Problem:
Using the listing that follows, return every line with the word "main".

[[ Information, beginning ]]

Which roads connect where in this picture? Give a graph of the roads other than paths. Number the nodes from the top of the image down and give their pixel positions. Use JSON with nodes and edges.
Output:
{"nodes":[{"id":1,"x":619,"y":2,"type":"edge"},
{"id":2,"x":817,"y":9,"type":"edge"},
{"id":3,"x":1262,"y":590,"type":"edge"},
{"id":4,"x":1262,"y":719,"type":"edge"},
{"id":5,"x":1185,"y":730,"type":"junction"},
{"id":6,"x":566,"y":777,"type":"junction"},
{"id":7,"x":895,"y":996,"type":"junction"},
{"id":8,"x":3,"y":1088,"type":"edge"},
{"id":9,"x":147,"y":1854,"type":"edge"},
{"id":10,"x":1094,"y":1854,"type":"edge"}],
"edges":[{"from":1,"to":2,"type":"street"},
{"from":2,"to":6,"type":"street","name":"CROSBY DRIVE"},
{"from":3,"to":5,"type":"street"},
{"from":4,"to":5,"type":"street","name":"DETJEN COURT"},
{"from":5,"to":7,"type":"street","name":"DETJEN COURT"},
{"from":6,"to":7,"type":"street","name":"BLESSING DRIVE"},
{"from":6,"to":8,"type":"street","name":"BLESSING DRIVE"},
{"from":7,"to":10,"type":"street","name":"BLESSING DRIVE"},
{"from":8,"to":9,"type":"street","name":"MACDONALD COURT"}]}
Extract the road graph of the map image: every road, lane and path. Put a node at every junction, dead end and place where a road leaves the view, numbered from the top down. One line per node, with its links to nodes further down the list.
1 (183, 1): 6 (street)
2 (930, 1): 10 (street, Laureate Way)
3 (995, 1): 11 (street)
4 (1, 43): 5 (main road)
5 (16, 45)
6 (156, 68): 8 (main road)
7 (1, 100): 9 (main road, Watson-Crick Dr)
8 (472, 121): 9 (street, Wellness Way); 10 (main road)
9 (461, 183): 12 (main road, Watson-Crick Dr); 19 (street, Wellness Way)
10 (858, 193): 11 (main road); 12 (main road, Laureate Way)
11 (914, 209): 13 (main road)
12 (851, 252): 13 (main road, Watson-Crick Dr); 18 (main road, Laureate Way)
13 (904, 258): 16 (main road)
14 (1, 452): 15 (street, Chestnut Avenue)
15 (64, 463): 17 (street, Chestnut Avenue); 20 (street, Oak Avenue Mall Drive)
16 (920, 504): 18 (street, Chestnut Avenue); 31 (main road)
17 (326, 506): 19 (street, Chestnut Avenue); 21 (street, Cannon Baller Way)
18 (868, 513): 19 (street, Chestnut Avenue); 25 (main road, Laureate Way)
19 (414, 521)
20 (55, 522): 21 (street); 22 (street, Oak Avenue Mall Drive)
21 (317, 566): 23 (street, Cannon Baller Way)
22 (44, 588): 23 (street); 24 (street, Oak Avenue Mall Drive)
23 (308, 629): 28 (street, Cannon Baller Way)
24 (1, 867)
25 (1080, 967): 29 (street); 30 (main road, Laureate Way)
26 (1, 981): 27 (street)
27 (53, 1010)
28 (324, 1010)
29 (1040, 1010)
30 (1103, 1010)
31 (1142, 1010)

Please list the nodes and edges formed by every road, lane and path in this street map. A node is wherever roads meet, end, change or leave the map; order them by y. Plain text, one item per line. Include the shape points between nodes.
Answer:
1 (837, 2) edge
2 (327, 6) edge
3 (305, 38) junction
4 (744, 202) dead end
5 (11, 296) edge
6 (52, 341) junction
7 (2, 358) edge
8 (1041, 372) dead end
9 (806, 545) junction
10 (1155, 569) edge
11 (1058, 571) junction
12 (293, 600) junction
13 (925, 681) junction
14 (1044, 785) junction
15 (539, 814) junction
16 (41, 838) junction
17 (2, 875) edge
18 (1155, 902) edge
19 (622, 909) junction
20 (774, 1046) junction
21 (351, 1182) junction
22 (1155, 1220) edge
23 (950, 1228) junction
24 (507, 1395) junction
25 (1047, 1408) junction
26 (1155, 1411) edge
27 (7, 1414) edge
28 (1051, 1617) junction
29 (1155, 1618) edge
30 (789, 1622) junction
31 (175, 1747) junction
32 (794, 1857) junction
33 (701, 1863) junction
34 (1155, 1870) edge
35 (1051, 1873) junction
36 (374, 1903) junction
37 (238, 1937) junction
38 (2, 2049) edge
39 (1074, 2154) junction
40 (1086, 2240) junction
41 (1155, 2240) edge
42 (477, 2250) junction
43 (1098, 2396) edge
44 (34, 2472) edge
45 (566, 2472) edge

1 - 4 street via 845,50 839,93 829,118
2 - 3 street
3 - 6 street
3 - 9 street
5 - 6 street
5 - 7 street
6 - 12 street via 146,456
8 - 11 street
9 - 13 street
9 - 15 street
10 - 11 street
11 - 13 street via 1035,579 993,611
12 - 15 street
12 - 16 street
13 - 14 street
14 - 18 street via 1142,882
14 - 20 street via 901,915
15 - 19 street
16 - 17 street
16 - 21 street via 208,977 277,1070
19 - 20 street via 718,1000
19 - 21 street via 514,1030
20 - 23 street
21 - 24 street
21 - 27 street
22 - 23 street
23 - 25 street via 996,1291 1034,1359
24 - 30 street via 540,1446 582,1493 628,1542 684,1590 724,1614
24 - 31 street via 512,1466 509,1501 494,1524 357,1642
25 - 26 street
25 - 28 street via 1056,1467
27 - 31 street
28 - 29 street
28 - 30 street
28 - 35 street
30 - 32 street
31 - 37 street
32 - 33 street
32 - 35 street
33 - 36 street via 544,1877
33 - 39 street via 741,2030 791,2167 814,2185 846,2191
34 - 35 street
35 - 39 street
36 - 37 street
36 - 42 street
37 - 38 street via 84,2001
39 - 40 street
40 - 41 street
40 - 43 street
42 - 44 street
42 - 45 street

[[ Information, end ]]

Answer section:
4 (1, 43): 5 (main road)
6 (156, 68): 8 (main road)
7 (1, 100): 9 (main road, Watson-Crick Dr)
8 (472, 121): 9 (street, Wellness Way); 10 (main road)
9 (461, 183): 12 (main road, Watson-Crick Dr); 19 (street, Wellness Way)
10 (858, 193): 11 (main road); 12 (main road, Laureate Way)
11 (914, 209): 13 (main road)
12 (851, 252): 13 (main road, Watson-Crick Dr); 18 (main road, Laureate Way)
13 (904, 258): 16 (main road)
16 (920, 504): 18 (street, Chestnut Avenue); 31 (main road)
18 (868, 513): 19 (street, Chestnut Avenue); 25 (main road, Laureate Way)
25 (1080, 967): 29 (street); 30 (main road, Laureate Way)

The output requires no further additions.